His stroke carried him against the rail, in which time Mr. Tudeley had time to realize what had happened. He caught his spectacles and clapped a hand to the side of his head, disbelieving; then burst into tears. He ran full tilt at his enemy and impaled him on his blade. The man fell, yanking the hilt from Mr. Tudeley’s grasp as he dropped. Mr. Tudeley stood there weeping, streaming blood down his neck. He fumbled for his handkerchief and clapped it to where his ear had been, murmuring “You bastard, oh, you bastard. How shall I wear my spectacles now?”

“Victoire!” someone was shouting. John turned to stare and saw Captain Reynald swinging a bloody cutlass on high. All the Spaniards were down, dead or dying. The Santa Ysabel had been taken.

* * *

When they ventured below they saw they might have taken the Santa Ysabel, but they weren’t likely to keep her. A fire had been started somewhere down in the hold, and thick white smoke was billowing up. Some of the men went down with buckets of water to try to put it out, but they couldn’t find where it was before the smoke drove them out again, blinded with tears, choking.

So in the end it became a frantic game, running down with wet cloths bound over their mouths to grab what bales and boxes they could and drag them up on deck, to be swung over to the Harmony. John and Anslow hung off the stern on ropes and kicked in the windows of the great cabin. They got a lot of the Spanish captain’s candlesticks and plate that way, as well as some armor and navigation gear.

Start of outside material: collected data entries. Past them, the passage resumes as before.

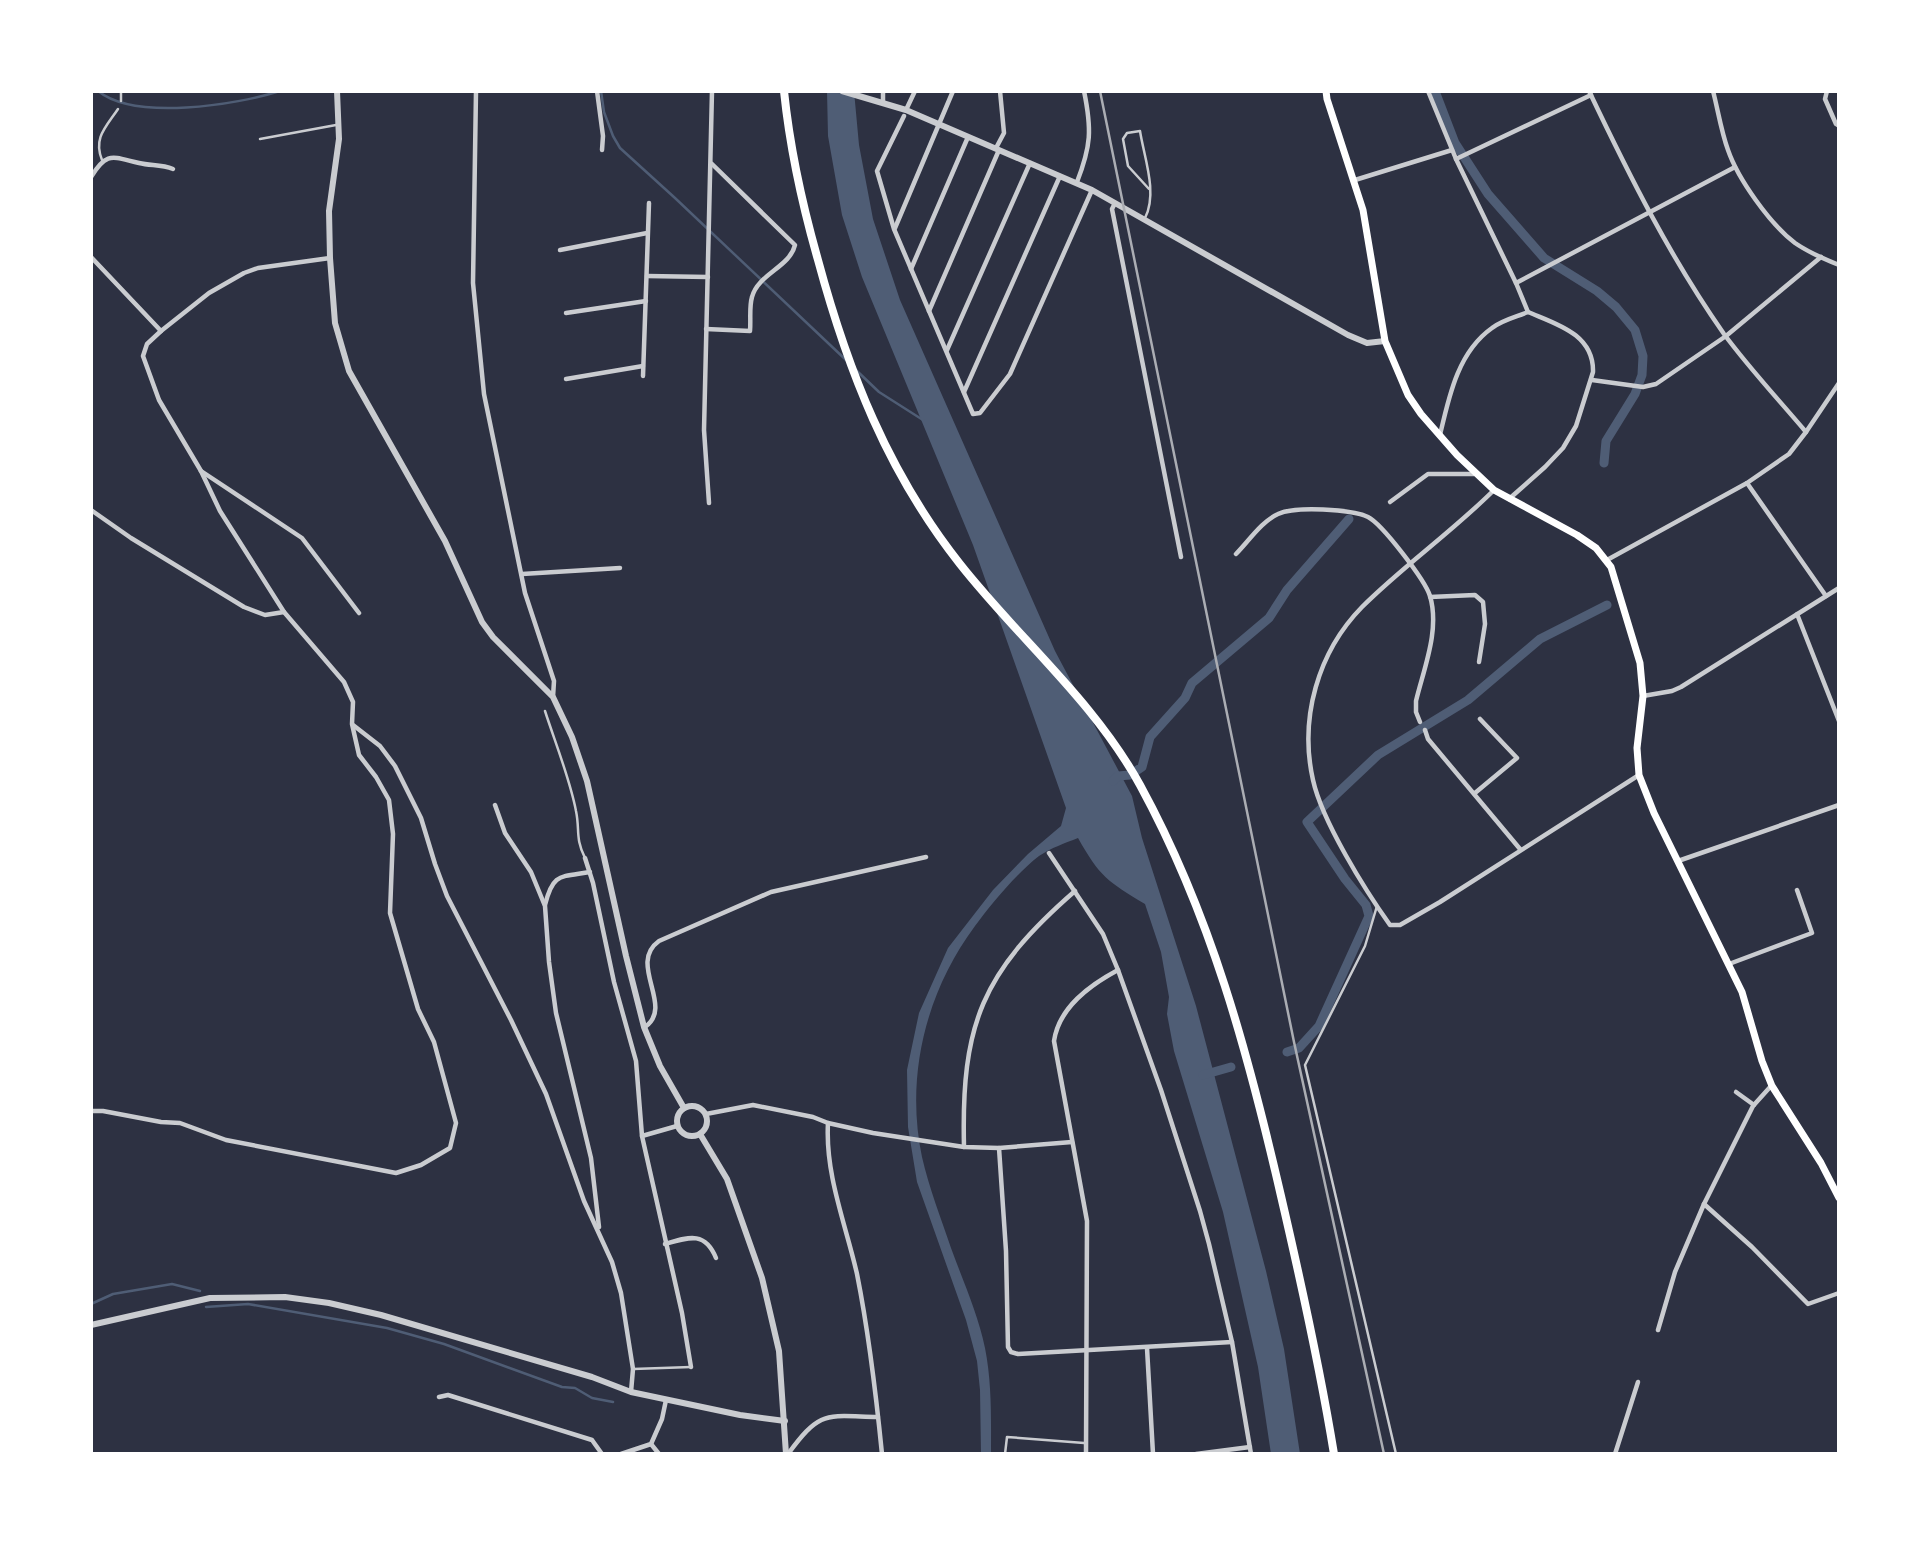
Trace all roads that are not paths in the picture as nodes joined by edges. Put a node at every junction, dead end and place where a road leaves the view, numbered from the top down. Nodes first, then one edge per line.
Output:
1 (121, 91) edge
2 (337, 91) edge
3 (476, 91) edge
4 (597, 91) edge
5 (712, 91) edge
6 (784, 91) edge
7 (842, 91) edge
8 (883, 91) edge
9 (915, 91) edge
10 (953, 91) edge
11 (1000, 91) edge
12 (1084, 91) edge
13 (1326, 91) edge
14 (1428, 91) edge
15 (1713, 91) edge
16 (1827, 91) edge
17 (1590, 93) edge
18 (121, 101) dead end
19 (880, 101) junction
20 (118, 109) dead end
21 (905, 113) junction
22 (339, 124) junction
23 (940, 124) junction
24 (1839, 126) edge
25 (968, 136) junction
26 (260, 139) dead end
27 (998, 148) junction
28 (602, 149) dead end
29 (1452, 150) junction
30 (1458, 159) junction
31 (102, 160) junction
32 (1030, 162) junction
33 (711, 164) junction
34 (1735, 167) junction
35 (173, 169) dead end
36 (1060, 175) junction
37 (91, 177) edge
38 (1355, 180) junction
39 (1077, 182) junction
40 (1149, 189) junction
41 (1092, 190) junction
42 (1115, 202) junction
43 (649, 203) dead end
44 (1648, 214) junction
45 (1145, 218) junction
46 (894, 229) junction
47 (647, 233) junction
48 (560, 250) dead end
49 (91, 257) edge
50 (1821, 257) junction
51 (330, 258) junction
52 (1839, 265) edge
53 (911, 269) junction
54 (647, 276) junction
55 (708, 276) junction
56 (1516, 283) junction
57 (646, 301) junction
58 (929, 311) junction
59 (1528, 312) junction
60 (566, 313) dead end
61 (706, 329) junction
62 (161, 331) junction
63 (1726, 336) junction
64 (1385, 341) junction
65 (947, 352) junction
66 (643, 366) junction
67 (643, 376) dead end
68 (566, 379) dead end
69 (1592, 380) junction
70 (1839, 383) edge
71 (964, 392) junction
72 (1807, 432) junction
73 (1440, 435) junction
74 (201, 471) junction
75 (1475, 474) junction
76 (1747, 483) junction
77 (1494, 490) junction
78 (1509, 499) junction
79 (1390, 502) dead end
80 (709, 503) dead end
81 (91, 510) edge
82 (1236, 554) dead end
83 (1181, 557) dead end
84 (1607, 560) junction
85 (1410, 564) junction
86 (620, 568) dead end
87 (522, 574) junction
88 (1839, 588) edge
89 (1826, 596) junction
90 (1430, 597) junction
91 (284, 612) junction
92 (359, 613) dead end
93 (1797, 614) junction
94 (1479, 662) dead end
95 (1643, 695) junction
96 (553, 697) junction
97 (545, 711) dead end
98 (1480, 719) dead end
99 (1839, 721) edge
100 (1420, 722) dead end
101 (352, 724) junction
102 (1425, 730) dead end
103 (1640, 775) junction
104 (1475, 793) junction
105 (495, 805) dead end
106 (1839, 805) edge
107 (1520, 849) junction
108 (1049, 853) dead end
109 (926, 857) dead end
110 (586, 858) joint
111 (1678, 861) junction
112 (590, 872) junction
113 (1797, 890) dead end
114 (1075, 891) junction
115 (545, 906) junction
116 (1377, 906) junction
117 (1729, 964) junction
118 (1118, 970) junction
119 (644, 1027) junction
120 (1772, 1086) junction
121 (1736, 1092) dead end
122 (1754, 1105) junction
123 (684, 1108) junction
124 (91, 1111) edge
125 (706, 1114) junction
126 (828, 1123) junction
127 (677, 1126) junction
128 (700, 1134) junction
129 (642, 1136) junction
130 (1072, 1142) junction
131 (964, 1147) junction
132 (999, 1148) junction
133 (1839, 1198) edge
134 (1704, 1204) junction
135 (600, 1231) junction
136 (665, 1244) junction
137 (716, 1258) dead end
138 (1839, 1293) edge
139 (91, 1325) edge
140 (1658, 1330) dead end
141 (1232, 1342) junction
142 (1147, 1348) junction
143 (1087, 1351) junction
144 (691, 1367) joint
145 (633, 1369) junction
146 (1638, 1382) dead end
147 (631, 1392) junction
148 (439, 1397) dead end
149 (666, 1400) junction
150 (878, 1416) junction
151 (785, 1421) junction
152 (1086, 1443) junction
153 (651, 1444) junction
154 (1250, 1447) junction
155 (601, 1454) edge
156 (621, 1454) edge
157 (659, 1454) edge
158 (787, 1454) edge
159 (882, 1454) edge
160 (1005, 1454) edge
161 (1086, 1454) edge
162 (1153, 1454) edge
163 (1196, 1454) edge
164 (1202, 1454) edge
165 (1251, 1454) edge
166 (1334, 1454) edge
167 (1396, 1454) edge
168 (1615, 1454) edge

1 - 18 lane
2 - 22 street
3 - 87 street
4 - 28 street
5 - 33 street
6 - 166 main road
7 - 19 street
8 - 19 street
9 - 21 street
10 - 23 street
11 - 27 street
12 - 39 street
13 - 38 main road
14 - 29 street
15 - 34 street
16 - 24 street
17 - 30 street
17 - 44 street
19 - 21 street
20 - 31 lane
21 - 23 street
21 - 46 street
22 - 26 lane
22 - 51 street
23 - 25 street
23 - 46 street
25 - 27 street
25 - 53 street
27 - 32 street
27 - 58 street
29 - 30 street
29 - 38 street
30 - 56 street
31 - 35 street
31 - 37 street
32 - 36 street
32 - 65 street
33 - 55 street
33 - 61 street
34 - 44 street
34 - 50 street
36 - 39 street
36 - 71 street
38 - 64 main road
39 - 41 street
40 - 40 lane
40 - 45 lane
41 - 42 street
41 - 71 street
42 - 45 street
42 - 83 street
43 - 47 street
44 - 56 street
44 - 63 street
45 - 64 street
46 - 53 street
47 - 48 street
47 - 54 street
49 - 62 street
50 - 52 street
50 - 63 street
51 - 62 street
51 - 96 street
53 - 58 street
54 - 55 street
54 - 57 street
55 - 61 street
56 - 59 street
57 - 60 street
57 - 66 street
58 - 65 street
59 - 69 street
59 - 73 street
61 - 80 street
62 - 74 street
63 - 69 street
63 - 72 street
64 - 73 main road
65 - 71 street
66 - 67 street
66 - 68 street
69 - 78 street
70 - 72 street
72 - 76 street
73 - 75 main road
74 - 91 street
74 - 92 street
75 - 77 main road
75 - 79 street
76 - 84 street
76 - 89 street
77 - 78 main road
77 - 85 street
78 - 84 main road
81 - 91 street
82 - 85 street
84 - 95 main road
85 - 90 street
85 - 116 street
86 - 87 street
87 - 96 street
88 - 89 street
89 - 93 street
90 - 94 street
90 - 100 street
91 - 101 street
93 - 95 street
93 - 99 street
95 - 103 main road
96 - 119 street
97 - 110 lane
98 - 104 street
101 - 124 street
101 - 135 street
102 - 104 street
103 - 107 street
103 - 111 main road
104 - 107 street
105 - 115 street
106 - 111 street
107 - 116 street
108 - 114 street
109 - 119 street
110 - 112 street
111 - 117 main road
112 - 115 street
112 - 129 street
113 - 117 street
114 - 118 street
114 - 131 street
115 - 135 street
116 - 167 lane
117 - 120 main road
118 - 130 street
118 - 141 street
119 - 123 street
120 - 122 street
120 - 133 main road
121 - 122 street
122 - 134 street
123 - 125 street
123 - 127 street
125 - 126 street
125 - 128 street
126 - 131 street
126 - 150 street
127 - 128 street
127 - 129 street
128 - 151 street
129 - 136 street
130 - 132 street
130 - 143 street
131 - 132 street
132 - 143 street
134 - 138 street
134 - 140 street
135 - 145 street
136 - 137 street
136 - 144 street
139 - 147 street
141 - 142 street
141 - 154 street
142 - 143 street
142 - 162 street
143 - 152 street
144 - 145 lane
145 - 147 street
146 - 168 street
147 - 149 street
148 - 155 street
149 - 151 street
149 - 153 street
150 - 158 street
150 - 159 street
151 - 158 street
152 - 160 lane
152 - 161 street
153 - 156 street
153 - 157 street
154 - 164 street
154 - 165 street
163 - 164 street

But all the while the smoke was getting thicker, and the fire could be heard now, crackling away somewhere deep. The Fraternity ungrappled and cast off, sailing free just as the first red flame appeared. Little bright tongues danced up through a blackened patch of deck. “Abandon ship!” someone shouted, and John joined the general rush to scramble back on board the Harmony. They cast off and moved away from the Santa Ysabel with bare moments to spare: indeed the Harmony’s paint was bubbled and discolored from the heat, where she’d lain too close. The same breeze that pushed them away fanned the blaze, and looking back John could see the little flames running up the Santa Ysabel’s shrouds and lines like sailors.

They did not stay to watch it burn, but beat away north. Still it was visible a long while behind them, as night fell, an inferno pitching up and down on the black water.